When the Chargers (8-7) host their division rival Sunday (1:25 p.m., CBS), StubHub Center could feel like the Black Hole.
“You know, it’s kind of funny,” Raiders owner Mark Davis told this news organization in August. “They’re talking about the fight for Los Angeles. And Raiders fans have been telling me we already won that fight. And that the Rams and Chargers are fighting for the No. 2 and 3 spots.”
The players know this as well as anyone. Unlike the Rams, who in 2016 returned to Los Angeles with a small but loyal fanbase, the Chargers moved up from San Diego with little existing pull. Playing in 27,000-seat venue, their early crowds were overrun by Miami fans, Kansas City fans, Philadelphia fans. After a loss to the Eagles dropped them to 0-4, one player shouted in frustration: “Every game’s an away game!”

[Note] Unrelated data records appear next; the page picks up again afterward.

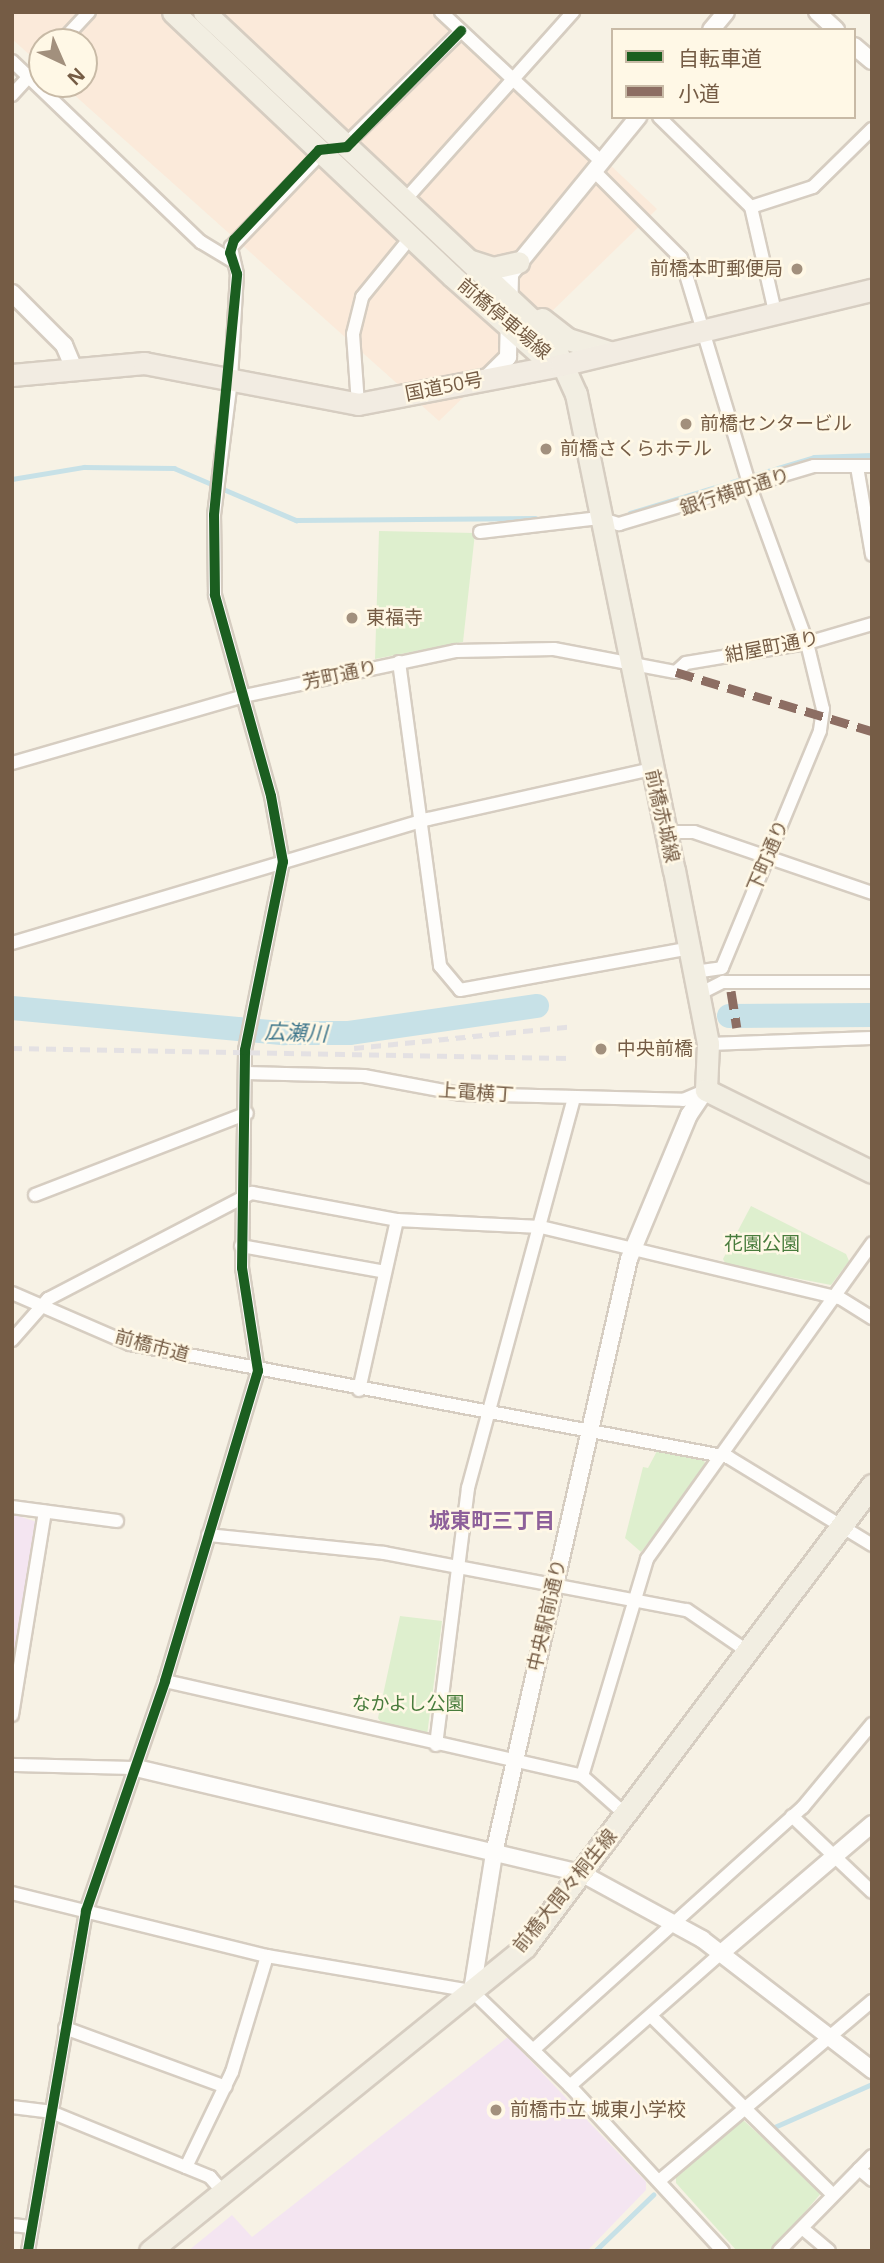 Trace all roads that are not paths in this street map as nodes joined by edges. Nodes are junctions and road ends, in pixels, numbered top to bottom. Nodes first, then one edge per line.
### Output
1 (89, 12) edge
2 (173, 12) edge
3 (204, 12) edge
4 (441, 12) edge
5 (573, 12) edge
6 (726, 12) edge
7 (817, 12) edge
8 (74, 28) edge
9 (713, 28) edge
10 (834, 28) edge
11 (461, 31) junction
12 (856, 48) edge
13 (12, 61) edge
14 (872, 61) edge
15 (28, 77) joint
16 (513, 78) junction
17 (12, 95) edge
18 (50, 98) edge
19 (636, 119) edge
20 (661, 119) edge
21 (872, 129) edge
22 (347, 148) junction
23 (319, 150) junction
24 (597, 166) junction
25 (404, 201) junction
26 (751, 207) junction
27 (411, 237) junction
28 (460, 255) junction
29 (231, 260) junction
30 (516, 265) junction
31 (872, 290) edge
32 (502, 292) junction
33 (12, 293) edge
34 (475, 296) junction
35 (775, 312) junction
36 (509, 326) junction
37 (702, 330) junction
38 (610, 352) junction
39 (561, 365) junction
40 (74, 368) junction
41 (12, 375) edge
42 (231, 380) junction
43 (485, 380) junction
44 (358, 404) junction
45 (872, 466) edge
46 (858, 467) junction
47 (750, 486) junction
48 (599, 519) junction
49 (480, 532) dead end
50 (872, 555) edge
51 (872, 624) edge
52 (807, 643) junction
53 (399, 662) junction
54 (630, 664) junction
55 (676, 672) joint
56 (244, 696) junction
57 (12, 763) edge
58 (651, 769) junction
59 (419, 822) junction
60 (666, 832) junction
61 (767, 857) junction
62 (283, 862) junction
63 (872, 893) edge
64 (12, 943) edge
65 (690, 948) junction
66 (722, 968) junction
67 (694, 972) junction
68 (729, 982) junction
69 (872, 982) edge
70 (699, 994) junction
71 (872, 1038) edge
72 (708, 1044) junction
73 (246, 1073) junction
74 (706, 1090) junction
75 (574, 1098) junction
76 (247, 1112) junction
77 (872, 1172) edge
78 (245, 1193) junction
79 (35, 1195) dead end
80 (397, 1220) junction
81 (541, 1227) junction
82 (872, 1243) edge
83 (241, 1246) junction
84 (632, 1248) junction
85 (385, 1272) junction
86 (12, 1293) edge
87 (835, 1297) junction
88 (41, 1305) junction
89 (872, 1318) edge
90 (12, 1340) edge
91 (258, 1371) junction
92 (359, 1390) junction
93 (488, 1414) junction
94 (589, 1432) junction
95 (719, 1456) junction
96 (872, 1485) edge
97 (12, 1507) edge
98 (45, 1512) junction
99 (117, 1521) dead end
100 (844, 1525) junction
101 (208, 1535) junction
102 (872, 1545) edge
103 (455, 1565) junction
104 (554, 1584) junction
105 (633, 1601) junction
106 (750, 1653) junction
107 (164, 1681) junction
108 (12, 1716) edge
109 (872, 1724) edge
110 (436, 1745) junction
111 (514, 1762) junction
112 (12, 1765) edge
113 (136, 1768) junction
114 (582, 1776) junction
115 (626, 1815) junction
116 (792, 1816) junction
117 (872, 1824) edge
118 (494, 1853) junction
119 (836, 1854) junction
120 (581, 1873) junction
121 (872, 1892) edge
122 (12, 1893) edge
123 (86, 1911) junction
124 (672, 1923) junction
125 (720, 1954) junction
126 (267, 1956) junction
127 (472, 1991) junction
128 (872, 2001) edge
129 (651, 2016) junction
130 (65, 2028) junction
131 (830, 2037) junction
132 (533, 2050) junction
133 (872, 2070) edge
134 (570, 2086) junction
135 (226, 2087) junction
136 (12, 2107) edge
137 (745, 2108) junction
138 (51, 2112) junction
139 (872, 2156) edge
140 (186, 2167) junction
141 (859, 2169) junction
142 (872, 2180) edge
143 (659, 2181) junction
144 (222, 2191) junction
145 (833, 2195) junction
146 (12, 2225) edge
147 (31, 2227) junction
148 (802, 2228) junction
149 (29, 2251) edge
150 (150, 2251) edge
151 (723, 2251) edge
152 (779, 2251) edge
153 (829, 2251) edge

1 - 8 street
2 - 23 main road, 前橋停車場線
3 - 22 main road, 前橋停車場線
4 - 11 street
5 - 16 street
6 - 9 street
7 - 10 street
11 - 16 street
11 - 22 street
12 - 14 street
13 - 15 street
15 - 17 street
16 - 24 street
16 - 25 street
18 - 29 street
19 - 24 street
20 - 26 street
21 - 26 street
22 - 23 street
22 - 25 main road, 前橋停車場線
23 - 27 main road, 前橋停車場線
23 - 29 street
24 - 30 street
24 - 37 street
25 - 28 main road, 前橋停車場線
26 - 35 street
27 - 34 main road, 前橋停車場線
27 - 44 street
28 - 30 main road
28 - 32 main road, 前橋停車場線
29 - 42 street
30 - 32 main road
31 - 35 highway, 国道50号
32 - 34 main road
32 - 36 street
32 - 38 main road
32 - 39 main road, 前橋停車場線
33 - 40 street
34 - 36 main road, 前橋停車場線
35 - 37 highway, 国道50号
36 - 39 main road, 前橋停車場線
36 - 43 street
37 - 38 highway, 国道50号
37 - 47 street
38 - 39 highway, 国道50号
39 - 43 highway, 国道50号
39 - 48 main road, 前橋赤城線
40 - 41 highway, 国道50号
40 - 42 highway, 国道50号
42 - 44 highway, 国道50号
42 - 56 street
43 - 44 highway, 国道50号
45 - 46 street, 銀行横町通り
46 - 47 street, 銀行横町通り
46 - 50 street
47 - 48 street, 銀行横町通り
47 - 52 street
48 - 49 street, 銀行横町通り
48 - 54 main road, 前橋赤城線
51 - 52 street, 紺屋町通り
52 - 55 street, 紺屋町通り
52 - 61 street, 下町通り
53 - 54 street, 芳町通り
53 - 56 street, 芳町通り
53 - 59 street
54 - 55 street, 芳町通り
54 - 58 main road, 前橋赤城線
56 - 57 street, 芳町通り
56 - 62 street
58 - 59 street
58 - 60 main road, 前橋赤城線
59 - 62 street
59 - 65 street
60 - 61 street
60 - 65 main road, 前橋赤城線
61 - 63 street
61 - 66 street, 下町通り
62 - 64 street
62 - 73 street
65 - 67 main road, 前橋赤城線
66 - 67 street
66 - 68 street
67 - 70 main road, 前橋赤城線
68 - 69 street
68 - 70 street
70 - 72 main road, 前橋赤城線
71 - 72 street
72 - 74 main road, 前橋赤城線
73 - 75 street, 上電横丁
73 - 76 street
74 - 75 street, 上電横丁
74 - 77 main road
74 - 84 street, 中央駅前通り
75 - 81 street
76 - 78 street
76 - 79 street
78 - 80 street
78 - 83 street
78 - 88 street
80 - 81 street
80 - 85 street
81 - 84 street
81 - 93 street
82 - 87 street
83 - 85 street
83 - 91 street
84 - 87 street
84 - 94 street, 中央駅前通り
85 - 92 street
86 - 88 street, 前橋市道
87 - 89 street
87 - 95 street
88 - 90 street
88 - 91 street, 前橋市道
91 - 92 street, 前橋市道
91 - 101 street
92 - 93 street, 前橋市道
93 - 94 street, 前橋市道
93 - 103 street
94 - 95 street, 前橋市道
94 - 104 street, 中央駅前通り
95 - 100 street, 前橋市道
95 - 105 street
96 - 100 main road, 前橋大間々桐生線
97 - 98 street
98 - 99 street
98 - 108 street
100 - 102 street, 前橋市道
100 - 106 main road, 前橋大間々桐生線
101 - 103 street
101 - 107 street
103 - 104 street
103 - 110 street
104 - 105 street
104 - 111 street, 中央駅前通り
105 - 106 street
105 - 114 street
106 - 115 main road, 前橋大間々桐生線
107 - 110 street
107 - 113 street
109 - 116 street
110 - 111 street
111 - 114 street
111 - 118 street, 中央駅前通り
112 - 113 street
113 - 118 street
113 - 123 street
114 - 115 street
115 - 120 main road, 前橋大間々桐生線
116 - 119 street
116 - 124 street
117 - 119 street
118 - 120 street
118 - 127 street, 中央駅前通り
119 - 121 street
119 - 125 street
120 - 124 street
120 - 127 main road, 前橋大間々桐生線
122 - 123 street
123 - 126 street
123 - 130 street
124 - 125 street
124 - 132 street
125 - 129 street
125 - 131 street
126 - 127 street
126 - 135 street
127 - 132 street
127 - 144 main road, 前橋大間々桐生線
128 - 131 street
129 - 134 street
129 - 137 street
130 - 135 street
130 - 138 street
131 - 133 street
131 - 137 street
132 - 134 street
134 - 143 street
135 - 140 street
136 - 138 street
137 - 143 street
137 - 145 street
138 - 140 street
138 - 147 street
139 - 141 street
140 - 144 street
141 - 142 street
141 - 145 street
143 - 151 street
144 - 150 main road, 前橋大間々桐生線
145 - 148 street
146 - 147 street
147 - 149 street
148 - 152 street
148 - 153 street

Home crowds have become friendlier since Week 4, though their most raucous showing came against a winless Browns squad. While that dynamic could continue to tilt in the Chargers’ favor over time, there’s little the team can do now to combat the Raiders’ institutional advantages. After all, Oakland fans took over Qualcomm Stadium last year too.
“I just keep having flashbacks to last year,” said running back Melvin Gordon. “It was just a…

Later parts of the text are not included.